Strumenti di proiezione estera
- Economia coercitiva: dazi e sanzioni come strumenti primari di pressione; target globali anche tra alleati.
- Forza militare mirata: raid in Iran, sostegno deciso a Israele e Ucraina, aumentata presenza in Medio Oriente (USA e AUKUS).
- Rivalutazione delle alleanze: insistente richiesta di spese militari ai paesi NATO; possibile revisione delle garanzie di difesa.
- Diplomazia personalizzata: l’azione di Rubio nell’ Indo Pacifico, ma con stop improvvisi verso Gaza.
L’evoluzione della crisi iraniana e la politica estera americana
Dopo l’operazione israeliana Rising Lion dello scorso 13 giugno, gli Stati Uniti 9 giorni dopo hanno deciso di intervenire nella guerra tra Israele ed Iran, bombardando alcuni dei più importanti siti nucleari iraniani, scatenando la rappresaglia iraniana con attacchi mirati alle basi statunitensi in Qatar, Siria ed Iraq, in un’escalation denominata “Benedizione della Vittoria”. Parallelamente Washington, continua ad intensificare le sanzioni sull’export petrolifero dell’Iran, ma con un’applicazione irregolare, tanto che parte della produzione continua a fluire verso la Cina. Teheran ha manifestato apertura verso una ripresa negoziale, a patto che vengano formalmente garantite no-strike assurances per la durata dei colliqui. Si parla di un possibile incontro tra l’inviato americano Witkoff e l’iraniano Araghtschi già a Oslo. La crisi ha raggiunto un picco di conflitto aperto, ma la porta resta aperta a trattative, con l’Iran che chiede garanzie militari prima di tornare al tavolo diplomatico.

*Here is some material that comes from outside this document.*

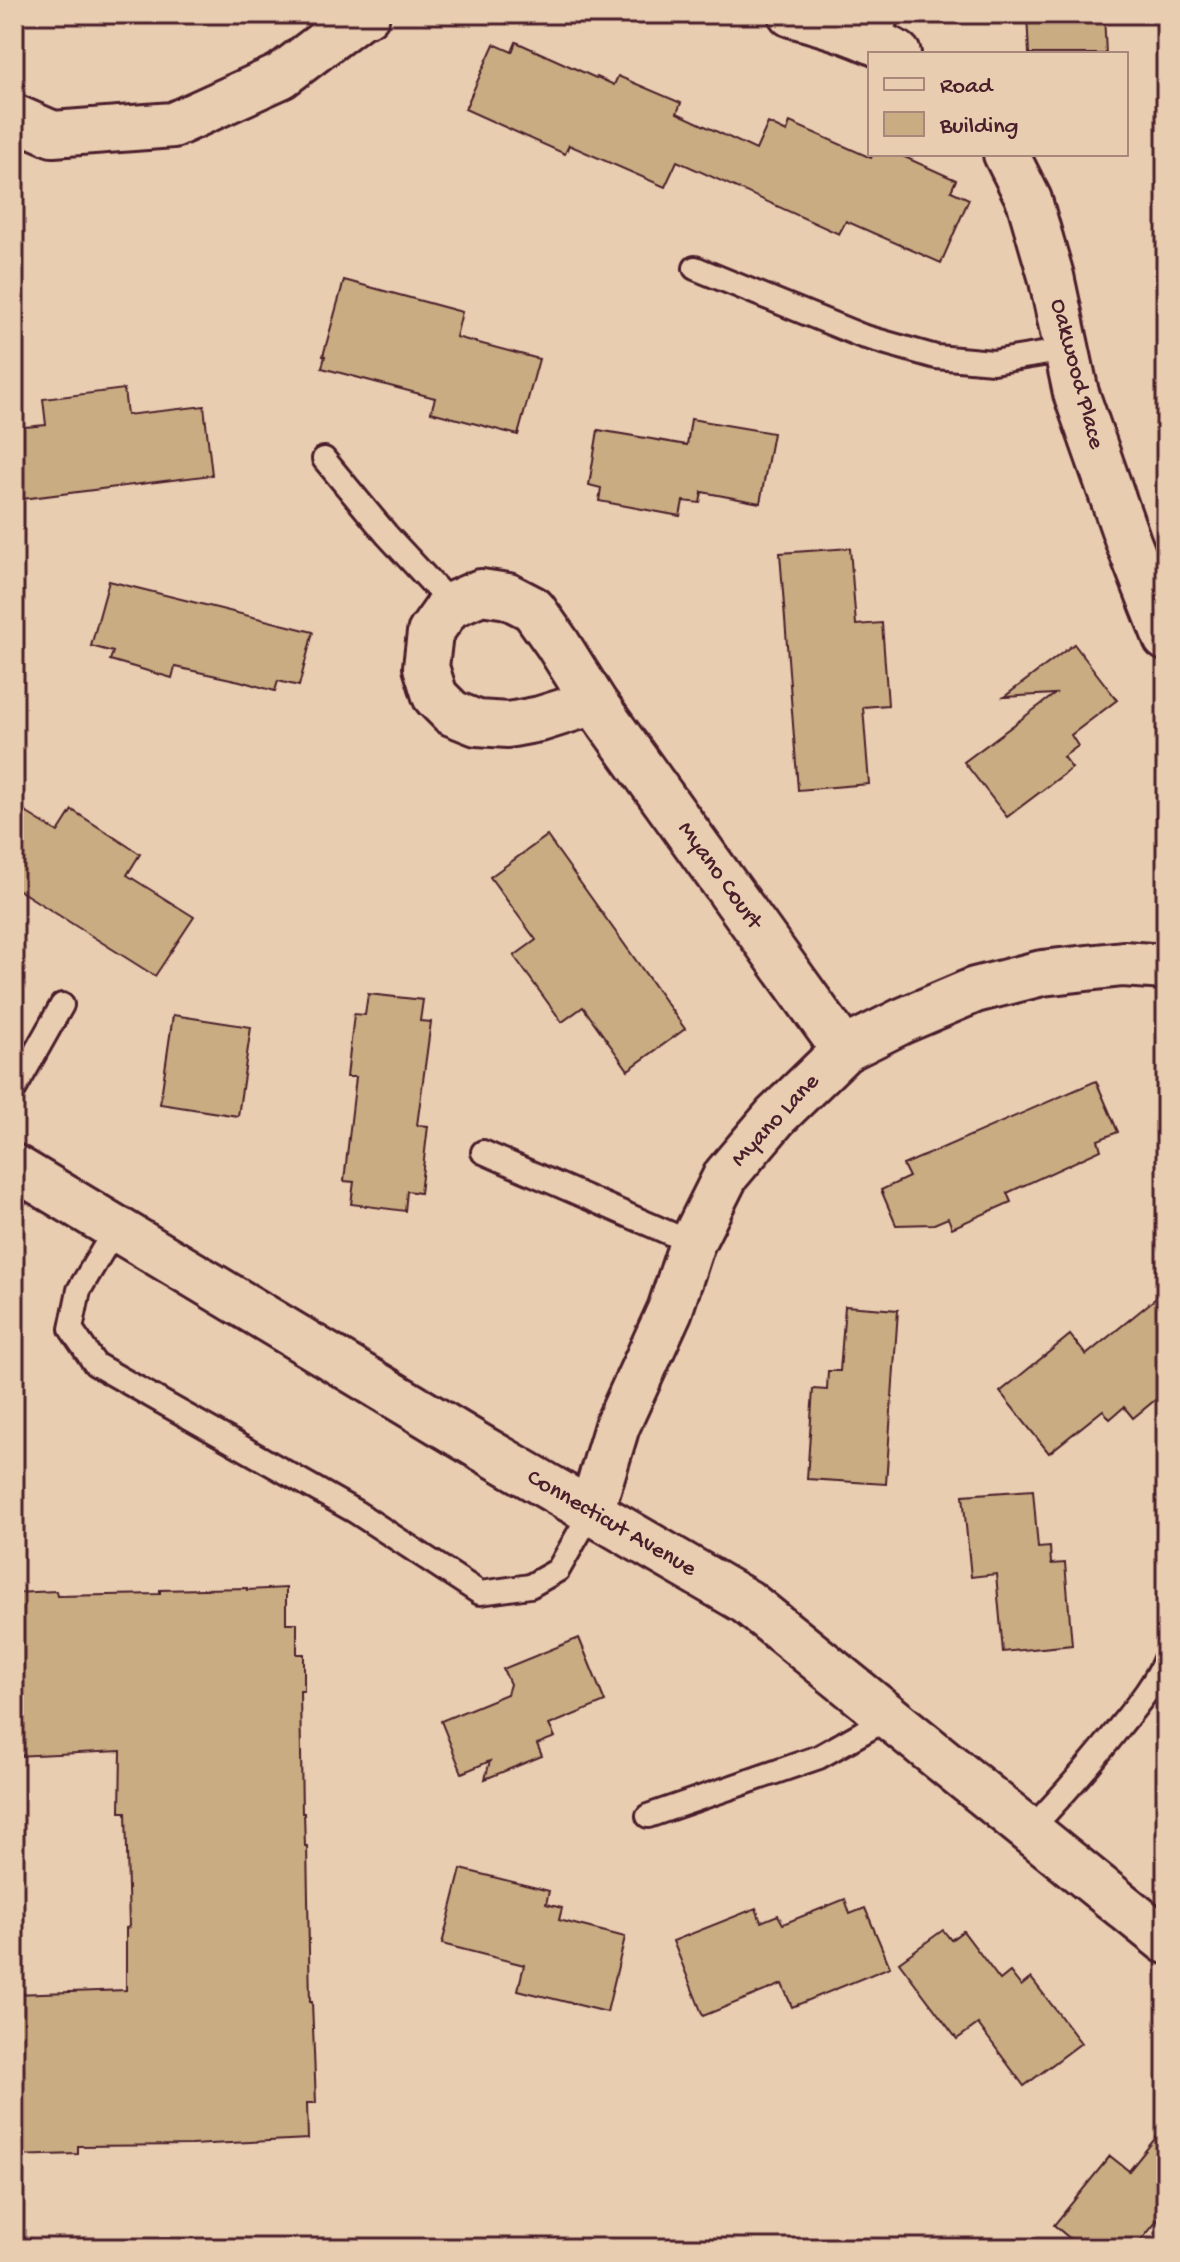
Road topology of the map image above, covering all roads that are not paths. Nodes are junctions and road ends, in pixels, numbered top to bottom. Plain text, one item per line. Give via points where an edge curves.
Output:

Il 2025 segna una forte virata della politica estera americana verso l’unilateralismo, la coercizione economica e la selettività strategica. L’approccio America First ridisegna le relazioni globali, spingendo gli alleati a cercare voce e risorse autonome, mentre gli Stati Uniti cercano di mantenere peso globale senza farsi carico del vecchio ordine multilaterale.